(Dataset items)
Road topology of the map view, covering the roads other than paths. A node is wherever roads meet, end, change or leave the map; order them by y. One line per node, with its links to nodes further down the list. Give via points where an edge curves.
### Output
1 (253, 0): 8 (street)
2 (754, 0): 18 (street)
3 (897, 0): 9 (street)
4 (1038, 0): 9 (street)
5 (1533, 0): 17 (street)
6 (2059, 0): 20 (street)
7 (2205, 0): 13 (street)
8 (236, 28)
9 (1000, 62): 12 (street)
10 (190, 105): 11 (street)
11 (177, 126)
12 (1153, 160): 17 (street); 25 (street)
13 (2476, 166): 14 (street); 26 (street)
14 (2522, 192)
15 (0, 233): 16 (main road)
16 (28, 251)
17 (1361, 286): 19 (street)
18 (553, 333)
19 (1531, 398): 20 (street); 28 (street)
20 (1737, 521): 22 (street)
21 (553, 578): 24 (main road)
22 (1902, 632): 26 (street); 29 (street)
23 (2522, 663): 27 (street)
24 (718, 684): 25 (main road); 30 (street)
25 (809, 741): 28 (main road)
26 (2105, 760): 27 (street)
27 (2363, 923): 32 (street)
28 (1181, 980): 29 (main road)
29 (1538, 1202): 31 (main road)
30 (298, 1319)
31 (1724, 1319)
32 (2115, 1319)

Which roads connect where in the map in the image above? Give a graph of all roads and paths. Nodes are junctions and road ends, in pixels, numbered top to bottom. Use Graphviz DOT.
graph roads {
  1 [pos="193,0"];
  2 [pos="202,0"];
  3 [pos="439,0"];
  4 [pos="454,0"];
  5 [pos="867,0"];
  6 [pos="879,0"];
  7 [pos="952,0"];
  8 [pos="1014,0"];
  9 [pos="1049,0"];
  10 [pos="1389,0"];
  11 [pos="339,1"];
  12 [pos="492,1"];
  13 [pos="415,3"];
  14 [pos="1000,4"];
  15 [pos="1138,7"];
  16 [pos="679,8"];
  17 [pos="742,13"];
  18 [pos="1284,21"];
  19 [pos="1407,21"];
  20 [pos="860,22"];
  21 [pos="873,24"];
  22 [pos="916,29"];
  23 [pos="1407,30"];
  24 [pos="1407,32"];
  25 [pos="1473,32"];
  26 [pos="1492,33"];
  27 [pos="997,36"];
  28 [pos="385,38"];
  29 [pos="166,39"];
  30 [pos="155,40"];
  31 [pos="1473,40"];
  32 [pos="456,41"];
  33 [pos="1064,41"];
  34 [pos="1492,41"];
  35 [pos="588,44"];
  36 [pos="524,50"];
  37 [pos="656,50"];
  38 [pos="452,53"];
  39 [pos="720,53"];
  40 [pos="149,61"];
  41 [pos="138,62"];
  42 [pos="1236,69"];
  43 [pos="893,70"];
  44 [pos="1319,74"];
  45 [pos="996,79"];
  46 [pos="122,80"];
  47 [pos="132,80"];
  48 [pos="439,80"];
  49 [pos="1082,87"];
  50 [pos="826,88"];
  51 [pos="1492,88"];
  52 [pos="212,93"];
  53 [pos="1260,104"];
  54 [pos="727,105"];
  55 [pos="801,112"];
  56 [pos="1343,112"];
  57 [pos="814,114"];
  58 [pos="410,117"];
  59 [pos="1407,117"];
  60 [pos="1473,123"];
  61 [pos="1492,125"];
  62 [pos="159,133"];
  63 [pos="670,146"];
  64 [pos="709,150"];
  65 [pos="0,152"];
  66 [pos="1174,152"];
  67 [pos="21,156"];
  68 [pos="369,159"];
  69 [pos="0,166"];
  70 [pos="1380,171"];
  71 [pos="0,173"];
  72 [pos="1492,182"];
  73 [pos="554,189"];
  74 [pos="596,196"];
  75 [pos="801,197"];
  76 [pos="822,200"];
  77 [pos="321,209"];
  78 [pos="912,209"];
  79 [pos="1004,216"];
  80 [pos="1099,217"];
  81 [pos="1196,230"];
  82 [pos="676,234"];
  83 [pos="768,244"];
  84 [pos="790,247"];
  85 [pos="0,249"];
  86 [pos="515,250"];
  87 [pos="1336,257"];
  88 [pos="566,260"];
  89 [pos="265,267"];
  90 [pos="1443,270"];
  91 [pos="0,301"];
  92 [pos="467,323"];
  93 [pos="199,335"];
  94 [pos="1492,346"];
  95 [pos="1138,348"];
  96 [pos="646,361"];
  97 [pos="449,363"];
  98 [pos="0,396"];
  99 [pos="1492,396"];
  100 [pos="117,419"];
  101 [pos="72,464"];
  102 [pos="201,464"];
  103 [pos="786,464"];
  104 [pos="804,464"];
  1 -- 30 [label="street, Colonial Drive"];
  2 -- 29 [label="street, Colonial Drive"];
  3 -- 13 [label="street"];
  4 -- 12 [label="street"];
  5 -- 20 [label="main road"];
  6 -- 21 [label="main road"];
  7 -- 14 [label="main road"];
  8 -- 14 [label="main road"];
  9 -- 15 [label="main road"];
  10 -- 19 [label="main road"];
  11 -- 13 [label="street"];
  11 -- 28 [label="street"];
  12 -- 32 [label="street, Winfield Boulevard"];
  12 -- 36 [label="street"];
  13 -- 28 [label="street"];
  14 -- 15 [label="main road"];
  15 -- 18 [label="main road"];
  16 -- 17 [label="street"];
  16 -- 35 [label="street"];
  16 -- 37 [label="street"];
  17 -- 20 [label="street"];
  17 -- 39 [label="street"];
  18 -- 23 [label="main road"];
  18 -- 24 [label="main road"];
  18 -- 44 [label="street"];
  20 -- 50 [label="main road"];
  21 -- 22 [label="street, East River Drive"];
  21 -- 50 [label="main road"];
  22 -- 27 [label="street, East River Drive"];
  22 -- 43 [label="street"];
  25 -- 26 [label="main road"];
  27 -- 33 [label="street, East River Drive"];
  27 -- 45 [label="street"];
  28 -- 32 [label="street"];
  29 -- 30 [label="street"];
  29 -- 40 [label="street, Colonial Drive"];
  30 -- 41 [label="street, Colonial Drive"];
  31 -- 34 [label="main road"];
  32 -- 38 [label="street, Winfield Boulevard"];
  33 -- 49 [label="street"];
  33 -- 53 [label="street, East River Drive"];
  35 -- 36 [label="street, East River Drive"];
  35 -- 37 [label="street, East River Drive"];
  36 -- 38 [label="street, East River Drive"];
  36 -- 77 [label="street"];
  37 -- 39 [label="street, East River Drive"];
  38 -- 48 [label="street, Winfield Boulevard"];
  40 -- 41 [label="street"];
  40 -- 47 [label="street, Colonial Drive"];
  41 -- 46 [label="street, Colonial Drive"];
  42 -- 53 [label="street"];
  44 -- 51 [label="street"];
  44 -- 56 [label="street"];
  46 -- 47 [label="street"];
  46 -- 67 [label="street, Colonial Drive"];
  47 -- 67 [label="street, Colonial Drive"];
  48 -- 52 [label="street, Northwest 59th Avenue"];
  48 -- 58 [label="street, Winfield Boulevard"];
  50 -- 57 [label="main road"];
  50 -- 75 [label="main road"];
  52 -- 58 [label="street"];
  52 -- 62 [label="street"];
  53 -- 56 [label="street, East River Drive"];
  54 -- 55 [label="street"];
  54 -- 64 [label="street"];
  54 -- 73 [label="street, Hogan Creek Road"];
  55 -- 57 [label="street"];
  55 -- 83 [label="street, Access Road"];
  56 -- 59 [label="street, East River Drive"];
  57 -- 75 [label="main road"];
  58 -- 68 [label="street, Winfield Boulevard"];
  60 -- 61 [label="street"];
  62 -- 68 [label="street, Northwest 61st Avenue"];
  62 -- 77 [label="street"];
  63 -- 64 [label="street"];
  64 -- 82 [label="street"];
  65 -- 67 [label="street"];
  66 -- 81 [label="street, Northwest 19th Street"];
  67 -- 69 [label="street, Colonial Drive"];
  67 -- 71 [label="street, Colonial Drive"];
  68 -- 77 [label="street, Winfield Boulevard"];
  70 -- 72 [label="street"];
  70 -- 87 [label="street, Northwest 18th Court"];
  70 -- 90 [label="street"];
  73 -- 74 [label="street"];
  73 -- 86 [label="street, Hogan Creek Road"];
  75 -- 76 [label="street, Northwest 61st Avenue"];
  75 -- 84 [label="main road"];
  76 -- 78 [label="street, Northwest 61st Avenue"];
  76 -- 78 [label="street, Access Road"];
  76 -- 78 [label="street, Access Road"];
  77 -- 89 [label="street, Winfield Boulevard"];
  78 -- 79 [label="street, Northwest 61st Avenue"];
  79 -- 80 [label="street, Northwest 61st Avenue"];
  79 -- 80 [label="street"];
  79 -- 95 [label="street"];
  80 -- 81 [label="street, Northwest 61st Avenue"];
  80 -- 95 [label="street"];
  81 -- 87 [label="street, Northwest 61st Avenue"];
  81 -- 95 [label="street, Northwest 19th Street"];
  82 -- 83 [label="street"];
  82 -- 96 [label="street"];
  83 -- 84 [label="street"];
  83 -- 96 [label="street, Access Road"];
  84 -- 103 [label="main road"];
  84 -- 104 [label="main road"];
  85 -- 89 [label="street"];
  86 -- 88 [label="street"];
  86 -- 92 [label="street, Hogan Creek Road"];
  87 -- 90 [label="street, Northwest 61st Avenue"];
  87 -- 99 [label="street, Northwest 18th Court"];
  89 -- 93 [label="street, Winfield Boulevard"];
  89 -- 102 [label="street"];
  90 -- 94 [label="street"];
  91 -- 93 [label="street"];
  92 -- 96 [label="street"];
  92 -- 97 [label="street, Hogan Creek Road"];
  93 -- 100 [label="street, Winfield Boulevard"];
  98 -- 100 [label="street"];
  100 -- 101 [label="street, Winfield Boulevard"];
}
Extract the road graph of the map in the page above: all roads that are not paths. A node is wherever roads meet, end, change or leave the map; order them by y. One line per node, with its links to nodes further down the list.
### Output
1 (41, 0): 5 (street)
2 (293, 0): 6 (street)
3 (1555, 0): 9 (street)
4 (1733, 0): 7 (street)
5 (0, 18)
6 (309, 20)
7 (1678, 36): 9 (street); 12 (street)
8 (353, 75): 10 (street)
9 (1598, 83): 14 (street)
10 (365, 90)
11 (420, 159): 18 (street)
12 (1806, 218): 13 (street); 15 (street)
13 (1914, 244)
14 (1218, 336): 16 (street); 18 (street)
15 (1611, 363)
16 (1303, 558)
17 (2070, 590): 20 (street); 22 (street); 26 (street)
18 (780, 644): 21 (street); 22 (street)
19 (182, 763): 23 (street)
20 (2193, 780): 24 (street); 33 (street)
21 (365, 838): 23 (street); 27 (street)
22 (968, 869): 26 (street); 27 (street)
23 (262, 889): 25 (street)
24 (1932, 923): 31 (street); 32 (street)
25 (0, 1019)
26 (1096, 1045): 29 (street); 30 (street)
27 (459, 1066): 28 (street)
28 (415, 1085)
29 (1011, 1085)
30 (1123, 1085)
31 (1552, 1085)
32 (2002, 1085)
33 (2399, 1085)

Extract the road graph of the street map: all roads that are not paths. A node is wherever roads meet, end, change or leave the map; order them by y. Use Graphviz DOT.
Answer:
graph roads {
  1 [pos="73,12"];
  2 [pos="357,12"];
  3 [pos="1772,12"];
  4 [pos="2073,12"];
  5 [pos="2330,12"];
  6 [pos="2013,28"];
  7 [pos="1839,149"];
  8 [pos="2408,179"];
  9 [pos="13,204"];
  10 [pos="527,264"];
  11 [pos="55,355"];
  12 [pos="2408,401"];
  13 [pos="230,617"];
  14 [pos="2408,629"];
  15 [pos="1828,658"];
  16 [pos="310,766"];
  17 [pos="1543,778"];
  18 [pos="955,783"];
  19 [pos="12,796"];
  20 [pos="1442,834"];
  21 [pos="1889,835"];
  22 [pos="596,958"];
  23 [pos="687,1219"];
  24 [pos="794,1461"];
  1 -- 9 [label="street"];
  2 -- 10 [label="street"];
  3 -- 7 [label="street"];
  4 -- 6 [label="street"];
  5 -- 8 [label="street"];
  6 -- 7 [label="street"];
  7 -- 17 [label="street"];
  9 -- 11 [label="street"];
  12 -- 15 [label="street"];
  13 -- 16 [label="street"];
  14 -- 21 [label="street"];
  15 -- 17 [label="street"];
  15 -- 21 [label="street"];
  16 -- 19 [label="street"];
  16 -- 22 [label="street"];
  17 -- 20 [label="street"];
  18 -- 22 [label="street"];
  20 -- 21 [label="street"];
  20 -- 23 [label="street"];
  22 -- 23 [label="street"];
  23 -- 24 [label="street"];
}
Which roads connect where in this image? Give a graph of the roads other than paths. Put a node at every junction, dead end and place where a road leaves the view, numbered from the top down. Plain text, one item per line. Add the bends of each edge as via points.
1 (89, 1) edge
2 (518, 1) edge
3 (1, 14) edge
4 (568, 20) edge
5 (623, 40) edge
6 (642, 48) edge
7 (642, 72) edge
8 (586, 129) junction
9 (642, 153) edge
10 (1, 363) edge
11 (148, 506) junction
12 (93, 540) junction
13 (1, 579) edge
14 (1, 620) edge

TASK GOAL:
What lines in the entries above include the string "Court"? Return each one.

ANSWER BELOW:
  70 -- 87 [label="street, Northwest 18th Court"];
  87 -- 99 [label="street, Northwest 18th Court"];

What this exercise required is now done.